Washington has long held an official position of non-interference in its Arab ally's political process.
"The United States does not support individual parties or candidates in Egypt's elections," deputy State Department spokeswoman Marie Harf said in an email to AFP.
"We have said repeatedly that we will respect the Egyptian people's choice for their next president, and it's the Egyptian people themselves who must decide both the direction of their country and its leadership."
Harf said it was "critical that they are able to do so in an environment that allows the free expression of political views without intimidation or fear of retribution."

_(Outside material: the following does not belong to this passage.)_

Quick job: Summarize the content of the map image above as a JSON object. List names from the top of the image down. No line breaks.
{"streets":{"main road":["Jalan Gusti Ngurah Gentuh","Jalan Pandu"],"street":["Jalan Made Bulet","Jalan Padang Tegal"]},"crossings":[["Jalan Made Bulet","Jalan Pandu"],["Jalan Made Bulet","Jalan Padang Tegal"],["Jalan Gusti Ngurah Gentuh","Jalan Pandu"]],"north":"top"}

El-Sisi earlier ditched his military fatigues and resigned as Egypt's defense minister, a day after announcing he would stand for president.

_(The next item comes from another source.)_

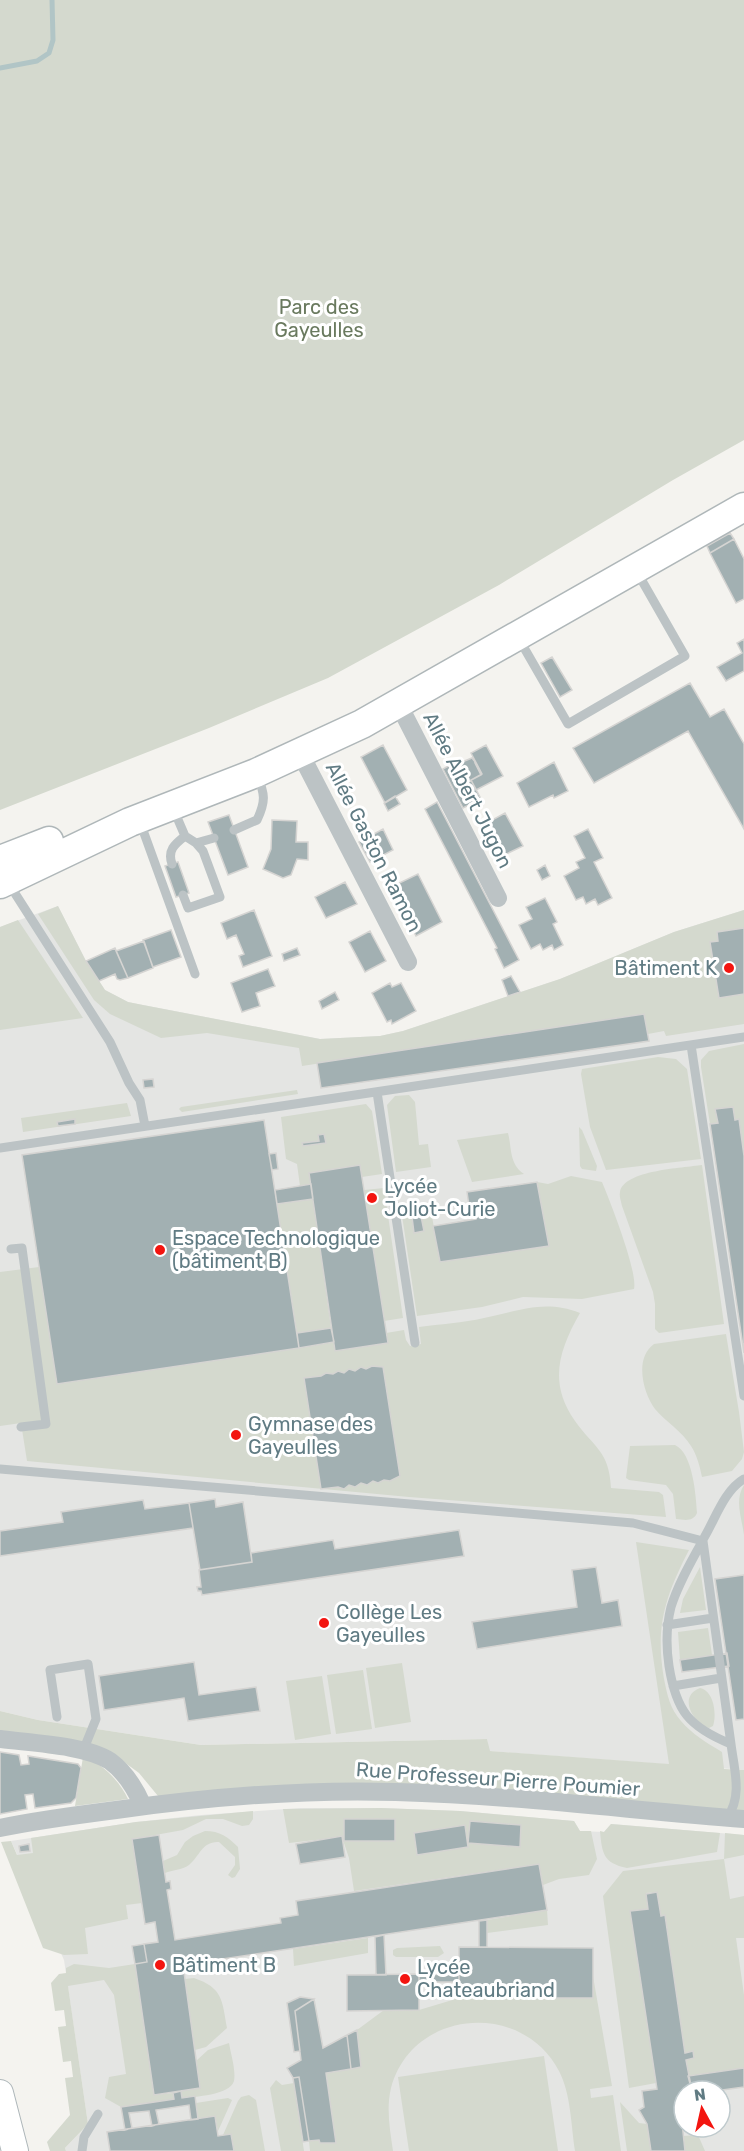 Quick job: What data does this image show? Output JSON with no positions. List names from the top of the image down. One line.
{"streets":{"street":["Allée Albert Jugon","Allée Gaston Ramon","Rue Professeur Pierre Poumier"]},"parks":["Parc des Gayeulles"],"places":["Bâtiment K","Lycée Joliot-Curie","Espace Technologique (bâtiment B)","Gymnase des Gayeulles","Collège Les Gayeulles","Bâtiment B","Lycée Chateaubriand"],"north":"top"}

Declaring his widely anticipated candidacy in a televised address on Wednesday, Sisi vowed to fight "terrorism" and work toward restoring Egypt's battered economy.
The wildly popular candidate faces no serious competition in the election to be held before June and is widely seen as the only leader able to restore order.
Harf reiterated US calls for Egyptian authorities to ensure "free, fair and transparent" elections.
And for the fourth time this week, the State Department condemned the "shocking verdicts" handed against 529 Morsi supporters, who were sentenced to death for August 2013 violence.
Secretary of State John Kerry has urged Cairo to drop the death sentences.
The United States routinely criticizes the Egyptian regime after last year's arrest and overthrow of Morsi, Egypt's first democratically elected president following his 2012 win at the polls.
In response to the crackdown on pro-Morsi supporters, Washington has partially suspended its $1.5 billion yearly aid package to Cairo. Most of the aid -- $1.3 billion -- supports the military.
This week, the State Department warned it may freeze more of the aid.
The Obama administration never declared Morsi's overthrow a coup, and even US Secretary of State John Kerry has contended that the army acted as it did to save democracy.